RAW DATA Block Start

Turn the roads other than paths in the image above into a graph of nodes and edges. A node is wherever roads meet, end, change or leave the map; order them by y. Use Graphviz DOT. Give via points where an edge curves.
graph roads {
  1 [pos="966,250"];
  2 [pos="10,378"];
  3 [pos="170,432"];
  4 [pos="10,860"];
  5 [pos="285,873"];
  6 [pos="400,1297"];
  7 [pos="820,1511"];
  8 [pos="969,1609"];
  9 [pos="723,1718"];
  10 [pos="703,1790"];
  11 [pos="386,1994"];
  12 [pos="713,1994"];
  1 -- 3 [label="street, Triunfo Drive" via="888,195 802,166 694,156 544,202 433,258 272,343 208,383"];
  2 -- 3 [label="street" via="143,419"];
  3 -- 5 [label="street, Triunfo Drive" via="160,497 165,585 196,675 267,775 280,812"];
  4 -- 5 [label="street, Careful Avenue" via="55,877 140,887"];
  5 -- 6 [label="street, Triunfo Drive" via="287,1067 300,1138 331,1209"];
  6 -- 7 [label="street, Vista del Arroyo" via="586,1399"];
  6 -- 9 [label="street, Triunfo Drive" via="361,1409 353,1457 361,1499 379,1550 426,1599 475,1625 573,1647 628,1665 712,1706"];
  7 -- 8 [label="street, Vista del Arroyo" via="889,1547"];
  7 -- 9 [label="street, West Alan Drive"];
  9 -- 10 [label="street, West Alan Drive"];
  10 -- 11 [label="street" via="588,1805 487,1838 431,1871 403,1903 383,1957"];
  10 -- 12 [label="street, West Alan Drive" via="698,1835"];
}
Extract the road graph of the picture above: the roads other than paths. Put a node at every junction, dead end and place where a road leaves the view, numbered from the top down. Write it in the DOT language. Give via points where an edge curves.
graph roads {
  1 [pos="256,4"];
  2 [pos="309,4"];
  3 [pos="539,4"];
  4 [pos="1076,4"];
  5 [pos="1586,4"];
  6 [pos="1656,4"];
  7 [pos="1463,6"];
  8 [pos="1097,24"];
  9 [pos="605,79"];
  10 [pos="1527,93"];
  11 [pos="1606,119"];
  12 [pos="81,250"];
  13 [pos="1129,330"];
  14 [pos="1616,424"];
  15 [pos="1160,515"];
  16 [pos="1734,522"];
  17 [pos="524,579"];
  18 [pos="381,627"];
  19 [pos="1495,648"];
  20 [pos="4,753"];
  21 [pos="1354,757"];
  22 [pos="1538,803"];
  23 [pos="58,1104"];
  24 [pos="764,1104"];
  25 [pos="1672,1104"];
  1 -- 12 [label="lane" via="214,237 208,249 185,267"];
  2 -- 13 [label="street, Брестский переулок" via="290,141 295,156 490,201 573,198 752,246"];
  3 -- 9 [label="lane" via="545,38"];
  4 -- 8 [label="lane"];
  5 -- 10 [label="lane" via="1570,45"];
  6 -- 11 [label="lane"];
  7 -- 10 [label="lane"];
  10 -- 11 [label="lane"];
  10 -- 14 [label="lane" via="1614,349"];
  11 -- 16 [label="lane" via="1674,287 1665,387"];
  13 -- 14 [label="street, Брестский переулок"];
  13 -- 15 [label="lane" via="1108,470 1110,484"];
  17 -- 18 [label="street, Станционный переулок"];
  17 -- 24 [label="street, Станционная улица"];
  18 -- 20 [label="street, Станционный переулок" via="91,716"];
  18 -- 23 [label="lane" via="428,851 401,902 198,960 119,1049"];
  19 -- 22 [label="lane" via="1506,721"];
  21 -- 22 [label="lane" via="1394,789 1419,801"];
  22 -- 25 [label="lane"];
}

RAW DATA Block End

### WHAT IS EXPECTED
An exact reproduction of the listing is needed.

### RESULT
Turn the roads other than paths in the image above into a graph of nodes and edges. A node is wherever roads meet, end, change or leave the map; order them by y. Use Graphviz DOT. Give via points where an edge curves.
graph roads {
  1 [pos="966,250"];
  2 [pos="10,378"];
  3 [pos="170,432"];
  4 [pos="10,860"];
  5 [pos="285,873"];
  6 [pos="400,1297"];
  7 [pos="820,1511"];
  8 [pos="969,1609"];
  9 [pos="723,1718"];
  10 [pos="703,1790"];
  11 [pos="386,1994"];
  12 [pos="713,1994"];
  1 -- 3 [label="street, Triunfo Drive" via="888,195 802,166 694,156 544,202 433,258 272,343 208,383"];
  2 -- 3 [label="street" via="143,419"];
  3 -- 5 [label="street, Triunfo Drive" via="160,497 165,585 196,675 267,775 280,812"];
  4 -- 5 [label="street, Careful Avenue" via="55,877 140,887"];
  5 -- 6 [label="street, Triunfo Drive" via="287,1067 300,1138 331,1209"];
  6 -- 7 [label="street, Vista del Arroyo" via="586,1399"];
  6 -- 9 [label="street, Triunfo Drive" via="361,1409 353,1457 361,1499 379,1550 426,1599 475,1625 573,1647 628,1665 712,1706"];
  7 -- 8 [label="street, Vista del Arroyo" via="889,1547"];
  7 -- 9 [label="street, West Alan Drive"];
  9 -- 10 [label="street, West Alan Drive"];
  10 -- 11 [label="street" via="588,1805 487,1838 431,1871 403,1903 383,1957"];
  10 -- 12 [label="street, West Alan Drive" via="698,1835"];
}
Extract the road graph of the picture above: the roads other than paths. Put a node at every junction, dead end and place where a road leaves the view, numbered from the top down. Write it in the DOT language. Give via points where an edge curves.
graph roads {
  1 [pos="256,4"];
  2 [pos="309,4"];
  3 [pos="539,4"];
  4 [pos="1076,4"];
  5 [pos="1586,4"];
  6 [pos="1656,4"];
  7 [pos="1463,6"];
  8 [pos="1097,24"];
  9 [pos="605,79"];
  10 [pos="1527,93"];
  11 [pos="1606,119"];
  12 [pos="81,250"];
  13 [pos="1129,330"];
  14 [pos="1616,424"];
  15 [pos="1160,515"];
  16 [pos="1734,522"];
  17 [pos="524,579"];
  18 [pos="381,627"];
  19 [pos="1495,648"];
  20 [pos="4,753"];
  21 [pos="1354,757"];
  22 [pos="1538,803"];
  23 [pos="58,1104"];
  24 [pos="764,1104"];
  25 [pos="1672,1104"];
  1 -- 12 [label="lane" via="214,237 208,249 185,267"];
  2 -- 13 [label="street, Брестский переулок" via="290,141 295,156 490,201 573,198 752,246"];
  3 -- 9 [label="lane" via="545,38"];
  4 -- 8 [label="lane"];
  5 -- 10 [label="lane" via="1570,45"];
  6 -- 11 [label="lane"];
  7 -- 10 [label="lane"];
  10 -- 11 [label="lane"];
  10 -- 14 [label="lane" via="1614,349"];
  11 -- 16 [label="lane" via="1674,287 1665,387"];
  13 -- 14 [label="street, Брестский переулок"];
  13 -- 15 [label="lane" via="1108,470 1110,484"];
  17 -- 18 [label="street, Станционный переулок"];
  17 -- 24 [label="street, Станционная улица"];
  18 -- 20 [label="street, Станционный переулок" via="91,716"];
  18 -- 23 [label="lane" via="428,851 401,902 198,960 119,1049"];
  19 -- 22 [label="lane" via="1506,721"];
  21 -- 22 [label="lane" via="1394,789 1419,801"];
  22 -- 25 [label="lane"];
}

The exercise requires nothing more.